Task to carry out = Go through the data and copy each line where the word "name" shows up.

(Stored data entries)

* * * * * * *

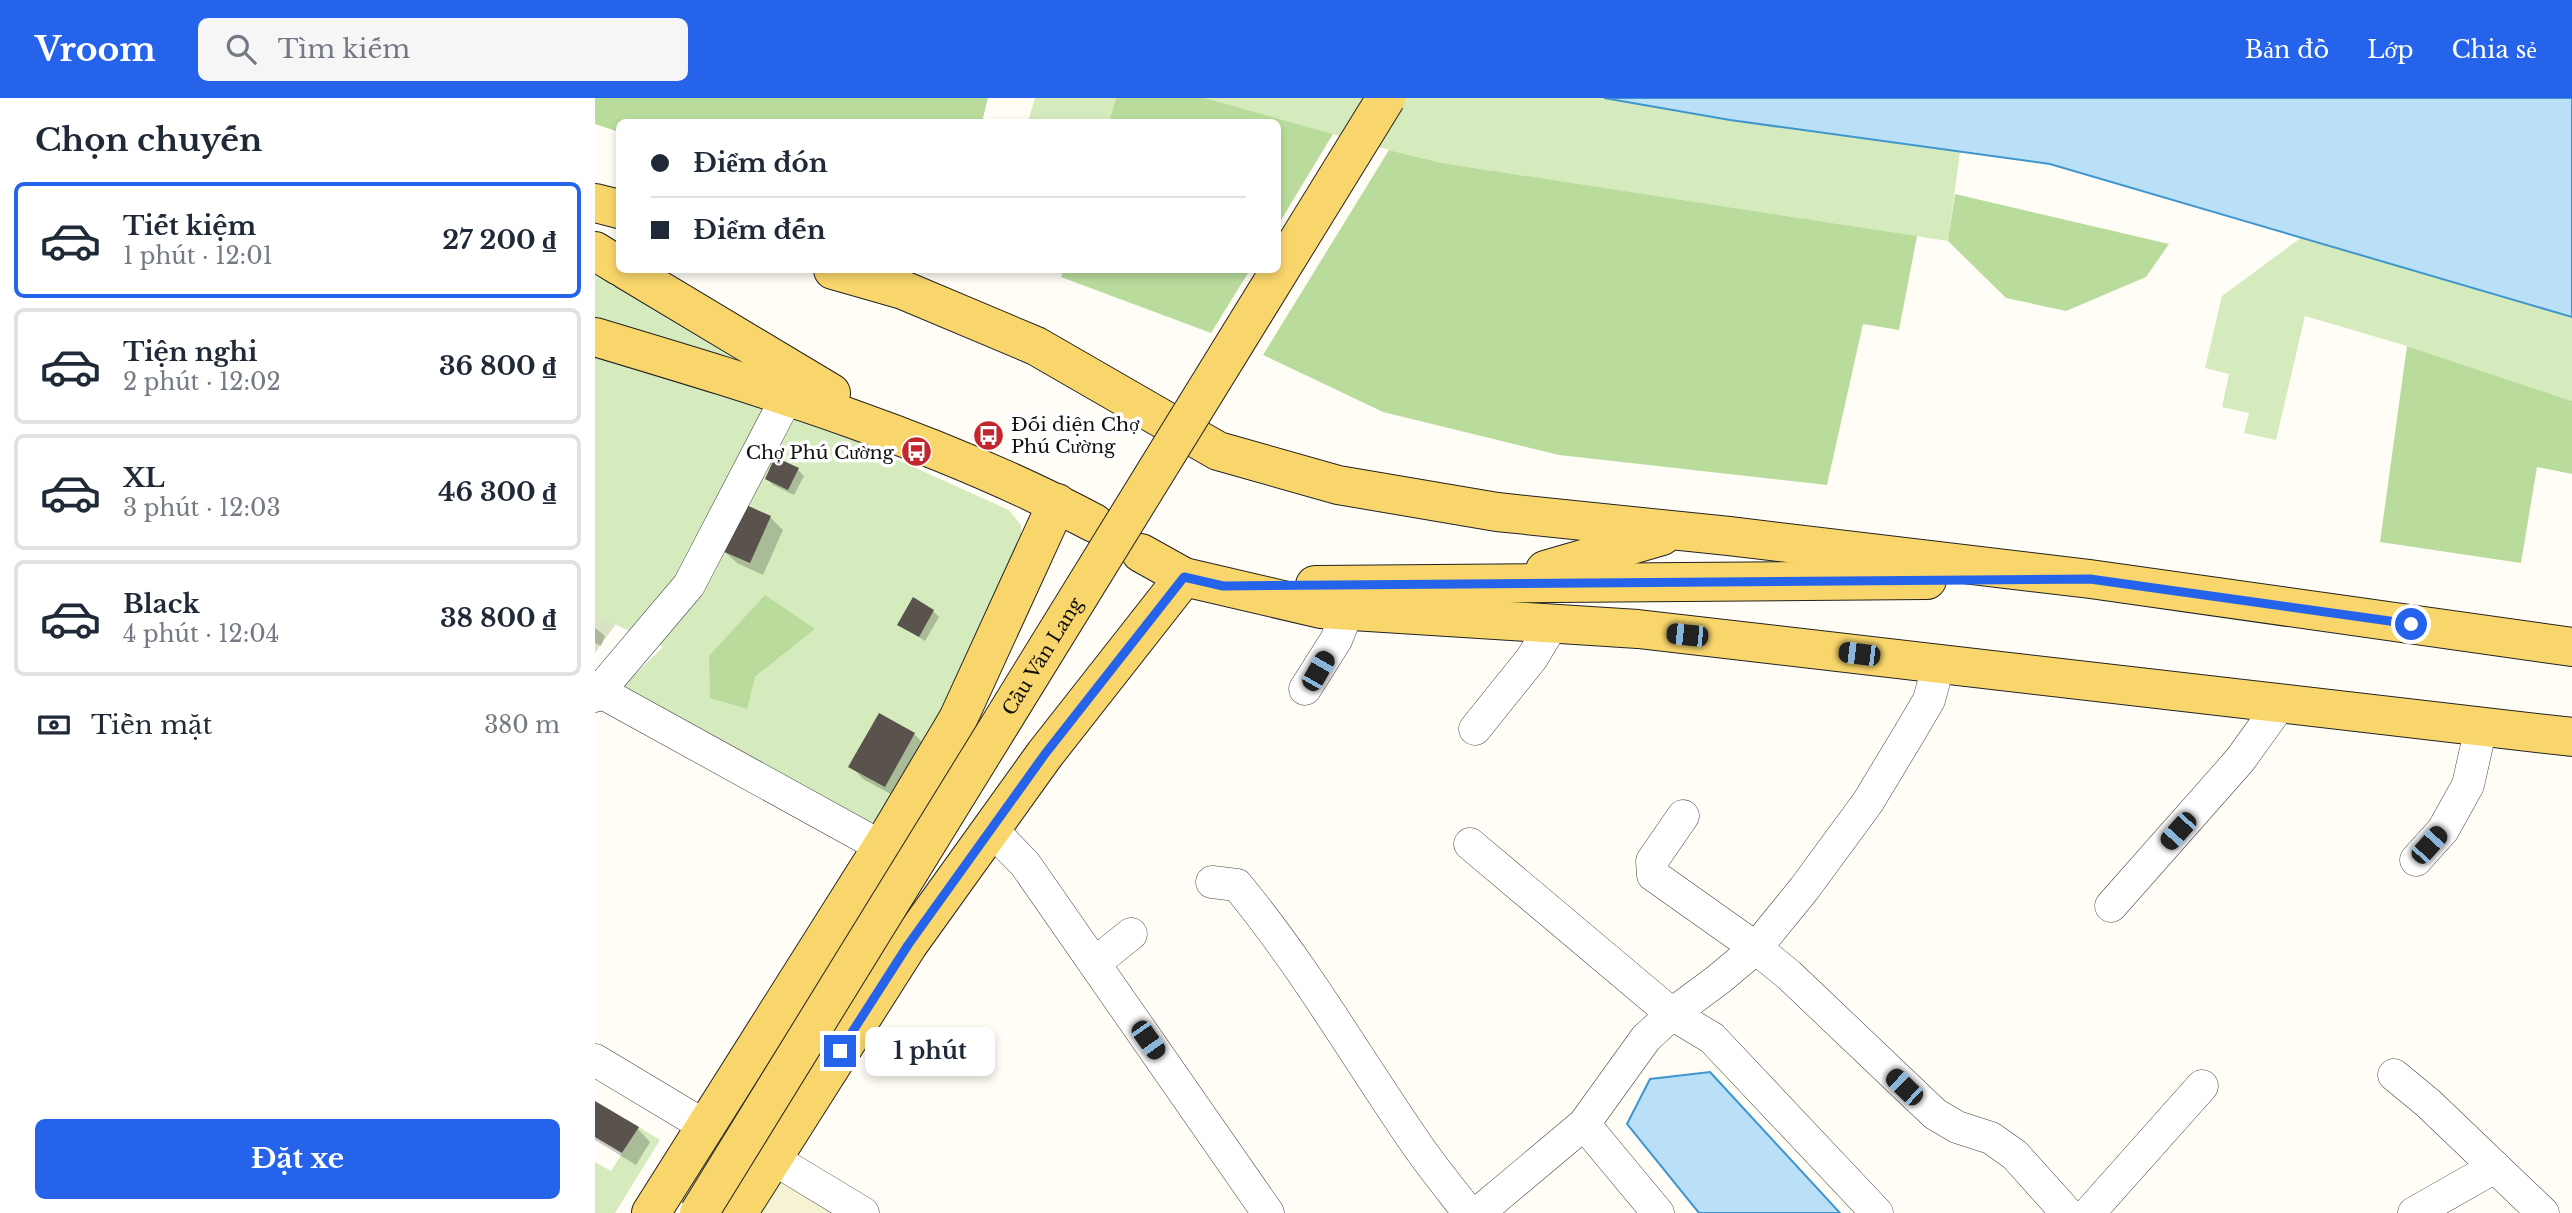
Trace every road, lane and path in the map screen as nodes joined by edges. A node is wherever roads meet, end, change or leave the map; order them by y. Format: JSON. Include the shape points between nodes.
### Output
{"nodes":[{"id":1,"x":1386,"y":98,"type":"edge"},
{"id":2,"x":595,"y":203,"type":"edge"},
{"id":3,"x":616,"y":208,"type":"edge"},
{"id":4,"x":595,"y":251,"type":"edge"},
{"id":5,"x":616,"y":264,"type":"edge"},
{"id":6,"x":1281,"y":268,"type":"edge"},
{"id":7,"x":631,"y":273,"type":"edge"},
{"id":8,"x":844,"y":273,"type":"edge"},
{"id":9,"x":1278,"y":273,"type":"edge"},
{"id":10,"x":595,"y":337,"type":"edge"},
{"id":11,"x":788,"y":395,"type":"junction"},
{"id":12,"x":903,"y":436,"type":"junction"},
{"id":13,"x":1056,"y":503,"type":"junction"},
{"id":14,"x":1094,"y":523,"type":"dead end"},
{"id":15,"x":1681,"y":531,"type":"junction"},
{"id":16,"x":1141,"y":553,"type":"dead end"},
{"id":17,"x":1184,"y":577,"type":"junction"},
{"id":18,"x":2090,"y":579,"type":"junction"},
{"id":19,"x":1499,"y":583,"type":"junction"},
{"id":20,"x":1223,"y":586,"type":"junction"},
{"id":21,"x":1348,"y":610,"type":"junction"},
{"id":22,"x":1553,"y":623,"type":"junction"},
{"id":23,"x":2572,"y":647,"type":"edge"},
{"id":24,"x":1938,"y":663,"type":"junction"},
{"id":25,"x":1305,"y":689,"type":"dead end"},
{"id":26,"x":597,"y":693,"type":"edge"},
{"id":27,"x":2281,"y":703,"type":"junction"},
{"id":28,"x":2481,"y":727,"type":"junction"},
{"id":29,"x":1475,"y":729,"type":"dead end"},
{"id":30,"x":2572,"y":737,"type":"edge"},
{"id":31,"x":1683,"y":816,"type":"dead end"},
{"id":32,"x":991,"y":829,"type":"junction"},
{"id":33,"x":1470,"y":844,"type":"dead end"},
{"id":34,"x":881,"y":847,"type":"junction"},
{"id":35,"x":2416,"y":860,"type":"dead end"},
{"id":36,"x":1212,"y":881,"type":"dead end"},
{"id":37,"x":2111,"y":906,"type":"dead end"},
{"id":38,"x":1131,"y":934,"type":"dead end"},
{"id":39,"x":1756,"y":948,"type":"junction"},
{"id":40,"x":1095,"y":963,"type":"junction"},
{"id":41,"x":1672,"y":1014,"type":"junction"},
{"id":42,"x":595,"y":1060,"type":"edge"},
{"id":43,"x":2394,"y":1075,"type":"dead end"},
{"id":44,"x":2202,"y":1086,"type":"dead end"},
{"id":45,"x":1584,"y":1124,"type":"junction"},
{"id":46,"x":705,"y":1126,"type":"junction"},
{"id":47,"x":772,"y":1158,"type":"junction"},
{"id":48,"x":2495,"y":1167,"type":"junction"},
{"id":49,"x":651,"y":1213,"type":"edge"},
{"id":50,"x":699,"y":1213,"type":"edge"},
{"id":51,"x":739,"y":1213,"type":"edge"},
{"id":52,"x":863,"y":1213,"type":"edge"},
{"id":53,"x":1268,"y":1213,"type":"edge"},
{"id":54,"x":1469,"y":1213,"type":"edge"},
{"id":55,"x":1478,"y":1213,"type":"edge"},
{"id":56,"x":1658,"y":1213,"type":"edge"},
{"id":57,"x":1877,"y":1213,"type":"edge"},
{"id":58,"x":2067,"y":1213,"type":"edge"},
{"id":59,"x":2089,"y":1213,"type":"edge"},
{"id":60,"x":2414,"y":1213,"type":"edge"},
{"id":61,"x":2543,"y":1213,"type":"edge"}],
"edges":[{"from":1,"to":6,"type":"main road","name":"Cầu Văn Lang","bridge":true},
{"from":2,"to":3,"type":"main road"},
{"from":4,"to":5,"type":"main road"},
{"from":7,"to":12,"type":"main road"},
{"from":8,"to":15,"type":"main road","via":[[903,290],[1036,346],[1218,451],[1338,485],[1497,512]]},
{"from":9,"to":50,"type":"main road","name":"Cầu Văn Lang","bridge":true},
{"from":10,"to":11,"type":"main road"},
{"from":11,"to":12,"type":"main road"},
{"from":11,"to":26,"type":"street","via":[[689,585]]},
{"from":12,"to":13,"type":"main road"},
{"from":13,"to":14,"type":"main road"},
{"from":13,"to":34,"type":"main road","via":[[958,719]]},
{"from":15,"to":18,"type":"main road"},
{"from":15,"to":19,"type":"main road"},
{"from":16,"to":17,"type":"main road"},
{"from":17,"to":20,"type":"main road"},
{"from":17,"to":32,"type":"main road"},
{"from":18,"to":19,"type":"main road"},
{"from":18,"to":23,"type":"main road"},
{"from":19,"to":20,"type":"main road"},
{"from":20,"to":21,"type":"main road","via":[[1321,609]]},
{"from":21,"to":22,"type":"main road"},
{"from":21,"to":25,"type":"street","via":[[1336,640]]},
{"from":22,"to":24,"type":"main road"},
{"from":22,"to":29,"type":"street","via":[[1532,658]]},
{"from":24,"to":27,"type":"main road"},
{"from":24,"to":39,"type":"street","via":[[1929,700],[1868,802]]},
{"from":26,"to":34,"type":"street"},
{"from":27,"to":28,"type":"main road"},
{"from":27,"to":37,"type":"street","via":[[2240,760]]},
{"from":28,"to":30,"type":"main road"},
{"from":28,"to":35,"type":"street","via":[[2469,785],[2443,830]]},
{"from":31,"to":39,"type":"street","via":[[1653,861],[1653,875]]},
{"from":32,"to":40,"type":"street","via":[[1025,863]]},
{"from":32,"to":47,"type":"main road","via":[[908,945]]},
{"from":33,"to":41,"type":"street"},
{"from":34,"to":46,"type":"main road"},
{"from":36,"to":54,"type":"street","via":[[1237,885],[1317,994],[1418,1147]]},
{"from":38,"to":40,"type":"street"},
{"from":39,"to":41,"type":"street"},
{"from":39,"to":58,"type":"street","via":[[1935,1114],[1957,1128],[1991,1138],[2015,1155]]},
{"from":40,"to":53,"type":"street"},
{"from":41,"to":45,"type":"street","via":[[1646,1038]]},
{"from":41,"to":57,"type":"street","via":[[1712,1038]]},
{"from":42,"to":46,"type":"street"},
{"from":43,"to":48,"type":"street"},
{"from":44,"to":59,"type":"street"},
{"from":45,"to":55,"type":"street"},
{"from":45,"to":56,"type":"street"},
{"from":46,"to":49,"type":"main road"},
{"from":47,"to":51,"type":"main road"},
{"from":47,"to":52,"type":"street"},
{"from":48,"to":60,"type":"street"},
{"from":48,"to":61,"type":"street"}]}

* * * * * * *

Exercise output =
"edges":[{"from":1,"to":6,"type":"main road","name":"Cầu Văn Lang","bridge":true},
{"from":9,"to":50,"type":"main road","name":"Cầu Văn Lang","bridge":true},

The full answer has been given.